Мама подходит ближе и поправляет лацканы на моем халате, хоть они и так лежат идеально.
— Миленький, она не будет занята, если ты пригласишь ее. Если я знаю женщин, она перестроит весь свой график, чтобы побыть там с тобой.
Как бы я хотел, чтобы это было именно тем случаем, но с Мэделин это может быть ой как далеко от правды. После вчера нет ни единого расклада, при котором она приняла бы мое приглашение.
— Я могу появиться и один.
Она морщится и прикладывает руку к сердцу.
— О, мое сердце, мне так резко стало плохо…
— Ты серьезно сейчас притворяешься, что у тебя сердечный приступ? У тебя совесть есть?
Она отступает назад, опускает руку и улыбается.
— Нет, когда дело доходит до моих детей, мой дорогой. Для тебя я сделаю практически все.
Я качаю головой.
— Тебе нужно лечиться.
— А тебе нужно привести Мэделин в субботу. Не могу дождаться встречи с ней! — мама направляется к двери, сунув набитую птицу подмышку. Как раз перед тем, как выйти, она оборачивается через плечо. — О, она же не вегетарианка, нет?

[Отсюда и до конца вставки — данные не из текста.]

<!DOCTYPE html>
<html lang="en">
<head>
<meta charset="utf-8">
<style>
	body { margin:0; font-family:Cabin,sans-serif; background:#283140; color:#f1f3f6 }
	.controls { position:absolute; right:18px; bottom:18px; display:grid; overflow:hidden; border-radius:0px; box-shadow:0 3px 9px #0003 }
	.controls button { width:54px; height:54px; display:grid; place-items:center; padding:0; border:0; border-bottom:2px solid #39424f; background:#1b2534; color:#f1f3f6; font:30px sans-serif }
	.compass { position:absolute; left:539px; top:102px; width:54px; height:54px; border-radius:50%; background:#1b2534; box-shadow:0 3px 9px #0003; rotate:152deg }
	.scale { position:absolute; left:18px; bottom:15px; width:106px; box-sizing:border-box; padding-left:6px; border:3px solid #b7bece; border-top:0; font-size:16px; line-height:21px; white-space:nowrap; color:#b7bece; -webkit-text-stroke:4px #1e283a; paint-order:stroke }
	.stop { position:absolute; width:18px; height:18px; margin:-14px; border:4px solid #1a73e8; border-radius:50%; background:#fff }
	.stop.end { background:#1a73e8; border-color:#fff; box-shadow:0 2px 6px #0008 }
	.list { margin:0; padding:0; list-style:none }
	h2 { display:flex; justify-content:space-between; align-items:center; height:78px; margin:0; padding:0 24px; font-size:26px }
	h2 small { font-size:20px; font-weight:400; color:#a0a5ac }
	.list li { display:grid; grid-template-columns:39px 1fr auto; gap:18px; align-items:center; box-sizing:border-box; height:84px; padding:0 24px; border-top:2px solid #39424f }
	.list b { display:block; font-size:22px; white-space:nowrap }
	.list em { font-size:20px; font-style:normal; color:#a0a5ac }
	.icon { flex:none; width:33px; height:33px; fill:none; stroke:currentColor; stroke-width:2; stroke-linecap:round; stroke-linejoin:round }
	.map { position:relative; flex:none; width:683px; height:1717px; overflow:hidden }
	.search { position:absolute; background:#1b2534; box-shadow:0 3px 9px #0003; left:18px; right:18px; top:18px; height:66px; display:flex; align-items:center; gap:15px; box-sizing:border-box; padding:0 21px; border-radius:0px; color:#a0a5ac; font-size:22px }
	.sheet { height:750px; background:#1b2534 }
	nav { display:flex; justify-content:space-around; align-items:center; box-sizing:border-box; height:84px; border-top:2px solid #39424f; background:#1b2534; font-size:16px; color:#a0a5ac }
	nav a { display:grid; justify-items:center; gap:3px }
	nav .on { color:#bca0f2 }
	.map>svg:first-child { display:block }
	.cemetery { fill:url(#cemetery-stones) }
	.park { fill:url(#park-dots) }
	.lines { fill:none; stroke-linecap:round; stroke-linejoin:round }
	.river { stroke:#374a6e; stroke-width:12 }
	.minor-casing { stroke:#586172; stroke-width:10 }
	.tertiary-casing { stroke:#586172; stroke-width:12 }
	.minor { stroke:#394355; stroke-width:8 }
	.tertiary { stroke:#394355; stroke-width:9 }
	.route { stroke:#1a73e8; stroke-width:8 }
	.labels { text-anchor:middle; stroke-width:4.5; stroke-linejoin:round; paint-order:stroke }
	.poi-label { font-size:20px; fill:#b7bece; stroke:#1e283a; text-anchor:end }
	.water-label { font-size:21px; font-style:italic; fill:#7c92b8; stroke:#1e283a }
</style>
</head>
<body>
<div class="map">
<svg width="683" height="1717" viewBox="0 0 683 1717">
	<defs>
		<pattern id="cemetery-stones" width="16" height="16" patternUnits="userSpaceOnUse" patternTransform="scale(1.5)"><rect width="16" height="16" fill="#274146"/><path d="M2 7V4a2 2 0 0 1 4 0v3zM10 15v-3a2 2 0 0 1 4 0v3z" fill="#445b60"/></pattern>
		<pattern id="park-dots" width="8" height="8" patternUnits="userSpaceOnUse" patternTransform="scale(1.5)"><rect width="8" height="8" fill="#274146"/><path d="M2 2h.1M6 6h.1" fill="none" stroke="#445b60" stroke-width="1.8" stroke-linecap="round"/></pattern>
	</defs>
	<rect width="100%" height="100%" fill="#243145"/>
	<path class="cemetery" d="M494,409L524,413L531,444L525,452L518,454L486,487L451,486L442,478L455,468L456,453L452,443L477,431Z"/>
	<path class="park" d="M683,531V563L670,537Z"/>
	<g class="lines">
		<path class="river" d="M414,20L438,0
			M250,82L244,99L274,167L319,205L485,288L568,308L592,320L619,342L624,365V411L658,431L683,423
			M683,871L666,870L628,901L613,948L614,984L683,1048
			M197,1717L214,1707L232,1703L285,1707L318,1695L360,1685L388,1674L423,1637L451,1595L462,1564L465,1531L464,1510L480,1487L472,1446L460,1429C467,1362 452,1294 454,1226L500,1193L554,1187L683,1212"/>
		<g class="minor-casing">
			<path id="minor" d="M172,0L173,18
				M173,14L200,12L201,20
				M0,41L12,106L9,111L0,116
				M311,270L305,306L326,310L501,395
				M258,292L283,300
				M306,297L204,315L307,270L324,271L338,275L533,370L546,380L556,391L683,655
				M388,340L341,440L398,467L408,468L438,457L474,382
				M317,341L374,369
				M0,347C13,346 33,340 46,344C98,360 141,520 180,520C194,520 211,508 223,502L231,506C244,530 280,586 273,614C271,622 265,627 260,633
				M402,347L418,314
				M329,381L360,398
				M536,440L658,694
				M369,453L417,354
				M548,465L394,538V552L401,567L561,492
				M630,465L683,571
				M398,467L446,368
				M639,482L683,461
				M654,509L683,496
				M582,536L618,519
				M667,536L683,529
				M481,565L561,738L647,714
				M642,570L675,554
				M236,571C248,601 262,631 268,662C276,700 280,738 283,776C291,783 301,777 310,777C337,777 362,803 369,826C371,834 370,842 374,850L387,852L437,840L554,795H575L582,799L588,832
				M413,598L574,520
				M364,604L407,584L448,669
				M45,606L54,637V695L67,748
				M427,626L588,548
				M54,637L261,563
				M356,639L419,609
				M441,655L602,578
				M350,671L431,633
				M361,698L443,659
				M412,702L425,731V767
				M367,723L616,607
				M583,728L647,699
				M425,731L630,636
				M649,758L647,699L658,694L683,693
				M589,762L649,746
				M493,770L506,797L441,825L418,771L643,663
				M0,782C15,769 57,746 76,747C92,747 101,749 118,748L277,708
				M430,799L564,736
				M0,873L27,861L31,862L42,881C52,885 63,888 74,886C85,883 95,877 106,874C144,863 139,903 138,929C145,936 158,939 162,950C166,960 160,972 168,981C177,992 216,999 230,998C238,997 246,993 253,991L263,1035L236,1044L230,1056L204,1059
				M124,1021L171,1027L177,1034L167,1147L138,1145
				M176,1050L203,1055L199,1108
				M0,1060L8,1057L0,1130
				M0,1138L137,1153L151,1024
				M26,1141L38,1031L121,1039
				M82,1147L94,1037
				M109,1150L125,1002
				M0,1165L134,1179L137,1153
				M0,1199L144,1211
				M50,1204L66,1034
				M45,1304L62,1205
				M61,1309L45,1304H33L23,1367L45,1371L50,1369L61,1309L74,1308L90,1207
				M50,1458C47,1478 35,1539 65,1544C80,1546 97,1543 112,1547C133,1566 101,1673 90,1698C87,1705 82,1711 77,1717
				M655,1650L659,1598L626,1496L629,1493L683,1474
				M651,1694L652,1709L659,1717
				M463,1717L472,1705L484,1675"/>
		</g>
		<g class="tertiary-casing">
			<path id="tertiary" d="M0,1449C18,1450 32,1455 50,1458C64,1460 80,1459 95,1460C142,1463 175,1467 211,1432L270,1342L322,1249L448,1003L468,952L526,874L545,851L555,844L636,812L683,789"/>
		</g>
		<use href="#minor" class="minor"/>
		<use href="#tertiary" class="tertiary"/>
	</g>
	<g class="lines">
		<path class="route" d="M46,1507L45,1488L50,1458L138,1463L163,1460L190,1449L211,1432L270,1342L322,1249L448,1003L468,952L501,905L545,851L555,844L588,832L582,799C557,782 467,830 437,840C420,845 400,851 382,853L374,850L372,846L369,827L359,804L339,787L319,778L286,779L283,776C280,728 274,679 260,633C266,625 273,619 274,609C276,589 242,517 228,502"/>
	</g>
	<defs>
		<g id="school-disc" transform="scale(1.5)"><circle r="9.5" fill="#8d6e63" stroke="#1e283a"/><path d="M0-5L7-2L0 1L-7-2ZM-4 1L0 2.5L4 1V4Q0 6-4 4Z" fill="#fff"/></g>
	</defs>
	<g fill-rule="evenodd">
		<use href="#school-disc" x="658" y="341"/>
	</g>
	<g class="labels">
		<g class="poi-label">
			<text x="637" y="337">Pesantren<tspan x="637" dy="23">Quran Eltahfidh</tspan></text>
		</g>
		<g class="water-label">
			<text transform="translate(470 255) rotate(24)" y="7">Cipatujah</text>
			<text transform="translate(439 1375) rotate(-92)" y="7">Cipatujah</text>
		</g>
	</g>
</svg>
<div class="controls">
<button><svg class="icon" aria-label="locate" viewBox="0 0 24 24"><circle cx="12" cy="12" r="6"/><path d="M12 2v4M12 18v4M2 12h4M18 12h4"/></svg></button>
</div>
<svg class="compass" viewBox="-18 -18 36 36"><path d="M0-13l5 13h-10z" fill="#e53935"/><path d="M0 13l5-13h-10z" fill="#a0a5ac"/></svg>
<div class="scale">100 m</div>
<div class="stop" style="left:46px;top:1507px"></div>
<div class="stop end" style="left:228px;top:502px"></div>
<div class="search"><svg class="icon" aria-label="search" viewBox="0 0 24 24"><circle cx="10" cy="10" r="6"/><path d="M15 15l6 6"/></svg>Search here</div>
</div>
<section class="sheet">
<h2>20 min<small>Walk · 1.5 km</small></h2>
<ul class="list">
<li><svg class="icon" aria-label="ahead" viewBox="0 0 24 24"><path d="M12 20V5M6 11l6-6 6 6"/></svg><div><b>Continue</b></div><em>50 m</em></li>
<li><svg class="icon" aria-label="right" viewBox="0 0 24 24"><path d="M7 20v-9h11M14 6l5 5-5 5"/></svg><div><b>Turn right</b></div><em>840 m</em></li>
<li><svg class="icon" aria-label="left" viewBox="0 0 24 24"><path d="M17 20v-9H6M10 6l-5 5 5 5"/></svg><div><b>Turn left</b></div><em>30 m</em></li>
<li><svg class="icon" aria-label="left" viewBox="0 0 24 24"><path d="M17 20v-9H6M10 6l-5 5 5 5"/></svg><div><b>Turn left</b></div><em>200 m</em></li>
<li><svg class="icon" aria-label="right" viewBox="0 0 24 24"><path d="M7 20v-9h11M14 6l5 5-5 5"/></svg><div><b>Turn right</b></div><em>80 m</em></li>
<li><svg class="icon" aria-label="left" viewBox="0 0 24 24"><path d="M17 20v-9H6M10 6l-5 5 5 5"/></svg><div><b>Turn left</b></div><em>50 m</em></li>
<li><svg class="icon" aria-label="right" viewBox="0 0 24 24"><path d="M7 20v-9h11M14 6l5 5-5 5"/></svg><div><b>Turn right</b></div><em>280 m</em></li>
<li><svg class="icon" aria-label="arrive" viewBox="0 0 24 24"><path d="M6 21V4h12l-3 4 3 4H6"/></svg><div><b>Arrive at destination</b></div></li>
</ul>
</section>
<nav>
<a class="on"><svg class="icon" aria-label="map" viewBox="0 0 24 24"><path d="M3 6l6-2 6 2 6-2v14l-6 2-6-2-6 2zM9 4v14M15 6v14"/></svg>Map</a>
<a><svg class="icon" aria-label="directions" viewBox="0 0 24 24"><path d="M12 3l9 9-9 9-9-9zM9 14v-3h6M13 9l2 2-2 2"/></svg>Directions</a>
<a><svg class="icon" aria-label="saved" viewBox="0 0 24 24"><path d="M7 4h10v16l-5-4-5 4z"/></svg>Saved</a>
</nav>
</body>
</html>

— Честно, я понятия не имею.
Она смеется и отмахивается от моего ответа.
— Ну, вы двое, наверное, были слишком заняты другими вещами, чтобы переживать о еде.
Я смеюсь.
Ну… Не совсем.
Глава 8
Мэделин
Сегодня утро четверга и я в предвкушении. Даже если мне пришлось снимать деньги со сберегательного счета, чтобы оплатить аренду. Даже если Мышонок погрыз еще одну пару моих рабочих туфель. Даже если я не ходила на свидание два месяца, а самое ближайшее, когда я оказалась к оргазму, это когда моя побитая машина начала вибрировать на скорости шестьдесят километров в час. Но у меня все равно есть надежда — или так, или я перепила кофе, я не знаю. От надежды руки трясутся?
Я на работе, и леди Хелен пригласила меня в свой офис на утренний чай. Я ненавижу чай и страдаю от каждого глотка жидкости с бергамотом, просто чтобы она осталась довольна. Думаю, если бы в него подсыпать еще десять столовых ложек сахара и меда, он стал бы вкуснее, но я слишком нервничаю, чтобы добавить сахар в свою чашку. Он и так почти переливается через края, потому что я отказываюсь делать еще один, вызывающий позывы рвоты, глоток.
— Что ж, Мэделин, уверена, ты знаешь, почему я попросила тебя зайти сегодня утром.
— О, ммм... да.
Я проливаю немного чая на юбку-карандаш, когда пытаюсь поставить чашку на стол. К счастью, смелая смесь хлопка с чем-то еще — черного цвета, и поглощает все. Мышонок научил.
Она улыбается мне со своего трона — мягкого кресла с кричащим леопардовым принтом, которое возвышается сантиметров на тридцать выше ее головы, а затем наклоняется и складывает руки под подбородком.